Google’s AI Retiring From Alpha Go
After beating Ke Jie last week, who is the world champion in the board game called Go, Google’s AI now wants to help tackle some of the humanity’s most pressing and complex challenges in fields like health care and science, according to a blog post of Google-owned DeepMind. DeepMind wrote:
We have always believed in the potential for AI to help society discover new knowledge and benefit from it, and AlphaGo has given us an early glimpse that this may indeed be possible. The research team behind AlphaGo will now throw their energy into the next set of grand challenges, developing advanced general algorithms that could one day help scientists as they tackle some of our most complex problems, such as finding new cures for diseases, dramatically reducing energy consumption, or inventing revolutionary new materials.
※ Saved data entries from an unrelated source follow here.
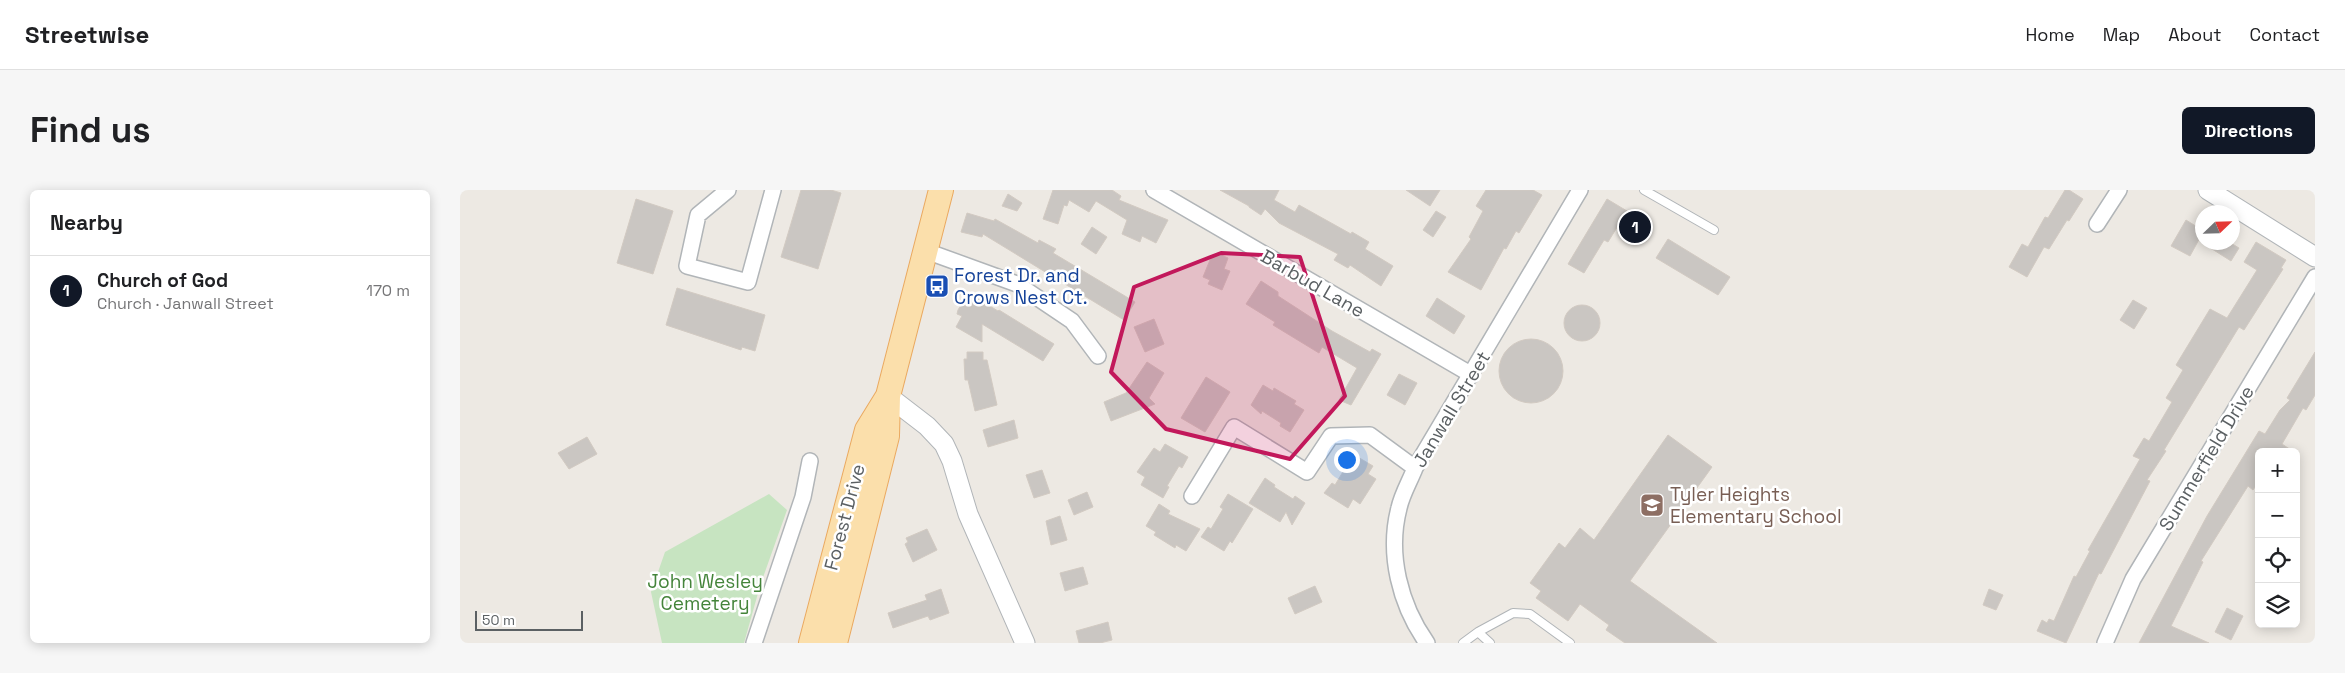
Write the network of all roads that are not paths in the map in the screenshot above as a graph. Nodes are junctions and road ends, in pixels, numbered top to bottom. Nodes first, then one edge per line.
1 (728, 190) edge
2 (774, 190) edge
3 (941, 190) edge
4 (1154, 190) edge
5 (1580, 190) edge
6 (1644, 190) edge
7 (2119, 190) edge
8 (2208, 190) edge
9 (2097, 224) dead end
10 (1714, 230) dead end
11 (926, 251) junction
12 (2315, 257) edge
13 (2315, 277) edge
14 (1098, 356) dead end
15 (1472, 375) junction
16 (888, 396) junction
17 (810, 461) dead end
18 (1415, 468) junction
19 (1192, 496) dead end
20 (1478, 632) junction
21 (754, 643) edge
22 (811, 643) edge
23 (835, 643) edge
24 (1025, 643) edge
25 (1427, 643) edge
26 (1463, 643) edge
27 (1490, 643) edge
28 (1570, 643) edge
29 (2105, 643) edge

1 - 2 street
3 - 11 main road, Forest Drive
4 - 15 street, Barbud Lane
5 - 15 street, Janwall Street
6 - 10 lane
7 - 9 street
8 - 12 street
11 - 14 street
11 - 16 main road, Forest Drive
13 - 29 street, Summerfield Drive
15 - 18 street, Janwall Street
16 - 22 main road, Forest Drive
16 - 23 main road, Forest Drive
16 - 24 street
17 - 21 street
18 - 19 street
18 - 25 street, Janwall Street
20 - 26 lane
20 - 27 lane
20 - 28 lane

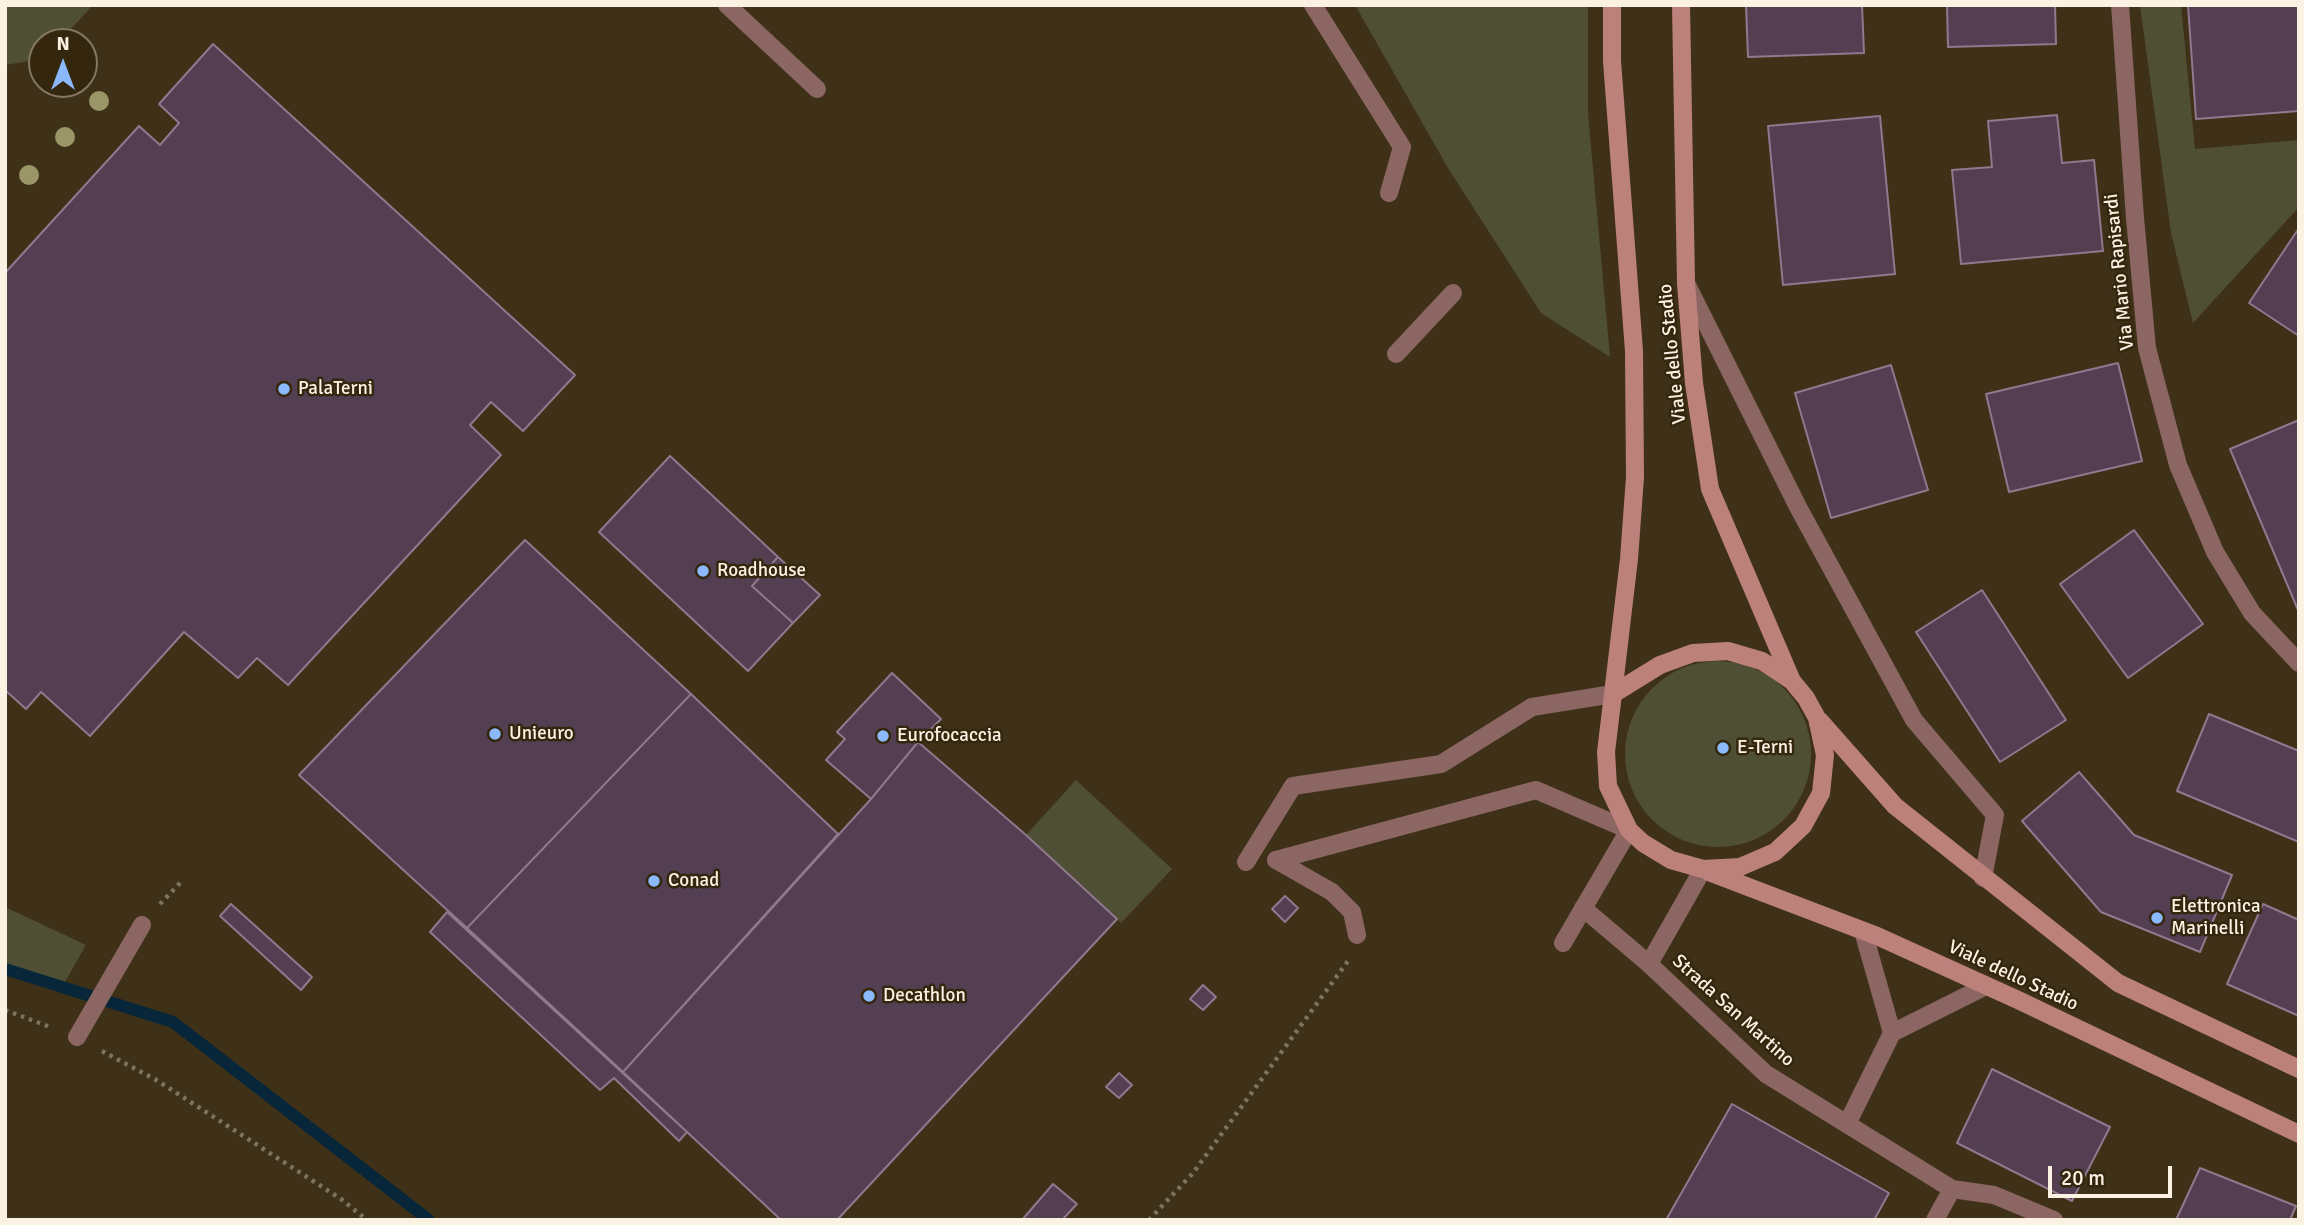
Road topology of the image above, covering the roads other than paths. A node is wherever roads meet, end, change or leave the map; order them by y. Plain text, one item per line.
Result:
1 (727, 5) edge
2 (1313, 5) edge
3 (1612, 5) edge
4 (1681, 5) edge
5 (2120, 5) edge
6 (817, 89) dead end
7 (1388, 192) dead end
8 (1686, 283) junction
9 (1454, 293) dead end
10 (1396, 354) dead end
11 (2299, 663) edge
12 (1792, 681) junction
13 (1613, 694) junction
14 (1817, 719) junction
15 (1629, 830) junction
16 (1246, 862) dead end
17 (1703, 869) junction
18 (1983, 878) junction
19 (1583, 908) junction
20 (142, 925) dead end
21 (1863, 931) junction
22 (1357, 935) road end
23 (1563, 943) dead end
24 (1649, 964) junction
25 (1986, 986) junction
26 (1892, 1033) junction
27 (77, 1037) road end
28 (2299, 1069) edge
29 (1847, 1124) junction
30 (2299, 1134) edge
31 (1952, 1189) junction
32 (1935, 1220) edge
33 (2054, 1220) edge

1 - 6 street
2 - 7 street
3 - 13 main road, Viale dello Stadio
4 - 8 main road, Viale dello Stadio
5 - 11 street, Via Mario Rapisardi
8 - 12 main road, Viale dello Stadio
8 - 18 street
9 - 10 street
12 - 13 main road
12 - 14 main road
13 - 15 main road
13 - 16 street
14 - 17 main road
14 - 18 main road
15 - 17 main road
15 - 19 street
15 - 22 street
17 - 21 main road, Viale dello Stadio
17 - 24 street, Strada San Martino
18 - 28 main road
19 - 23 street
19 - 24 street
20 - 27 street
21 - 25 main road, Viale dello Stadio
21 - 26 street
24 - 29 street, Strada San Martino
25 - 26 street
25 - 30 main road, Viale dello Stadio
26 - 29 street
29 - 31 street, Strada San Martino
31 - 32 street
31 - 33 street, Strada San Martino

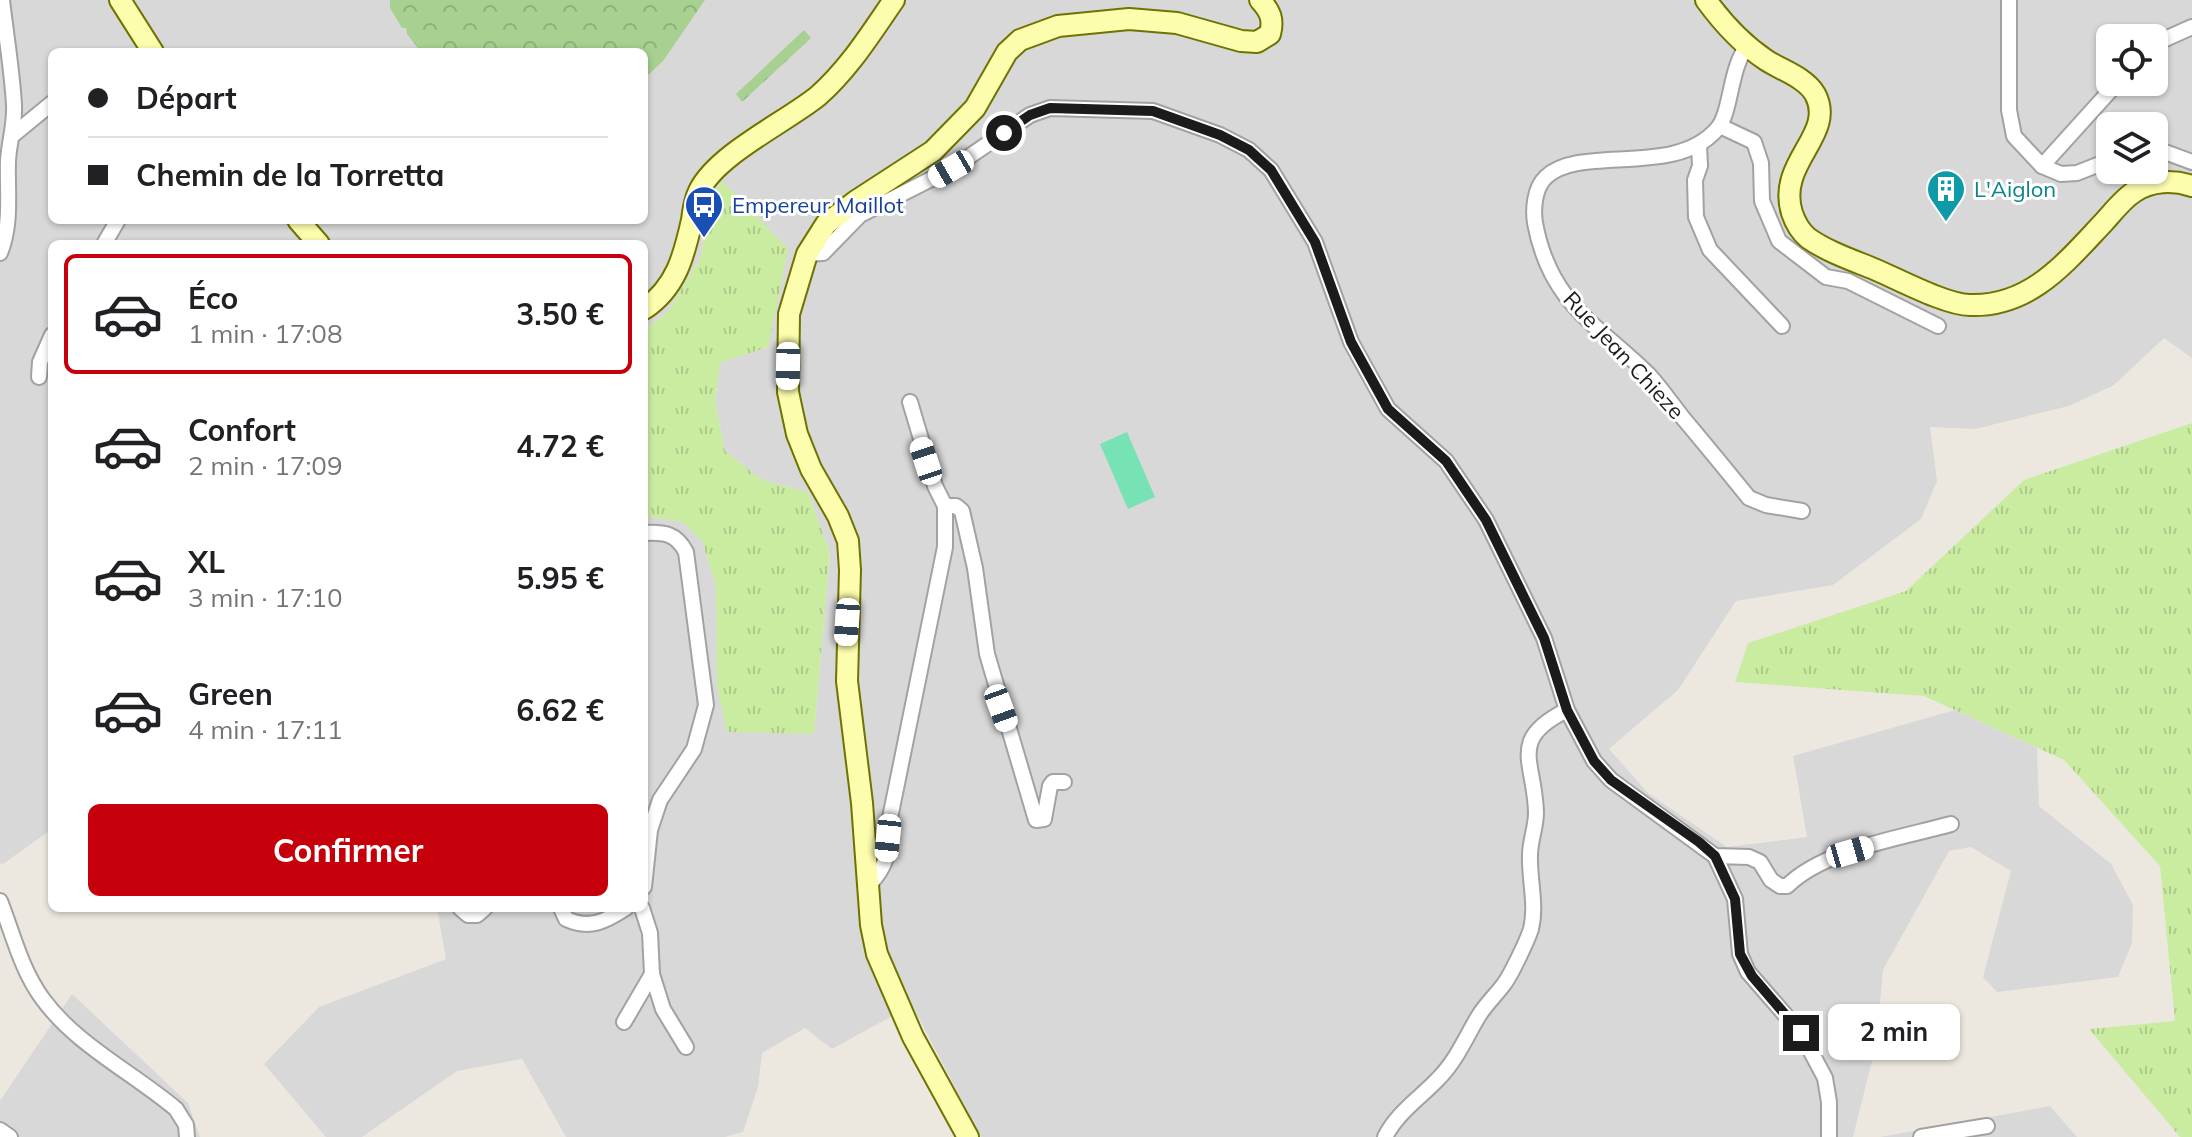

AlphaGo debuted last year. It had performed outstandingly against top-ranked human Go players. This had made the public realize how AI can sometimes outperform human beings. During a series of matches that were held last year in Seoul, the AI program’s victory over Korean Go best player Lee Se-dol has shown the public that AI has many applications. Google is now planning to continue its efforts to use the main technology behind AlphaGo, which is a type of high-level machine learning names deep learning, to do difficult tasks in critical human sectors. Deep learning is based on the way a human brain works. It uses artificial neural networks, which are layers of interconnected nodes, which arrange themselves again when new information arrive, which allows computers to self-learn without any human programming. Google is already involved in efforts to use deep learning in the medicine field. It is training machines to study medical images and automatically notice pathological cues like swollen blood vessels. Researchers from Google’s medical imaging team have so far made great progress in creating an algorithm which reads retinal scan images to find out signs of diabetic retinopathy, which is the fastest growing reason behind preventable blindness, according to Google. Google is also making efforts to use deep learning for diagnosing cancer and making another deep learning algorithm to survey biopsy images to find metastatic breast cancers which have spread to the lymph nodes. It will take time before devices using Google’s deep learning algorithms are commercially used in the medical sector. It needs to gather enough clinical data to prove efficacy and accuracy before it can seek regulatory approval.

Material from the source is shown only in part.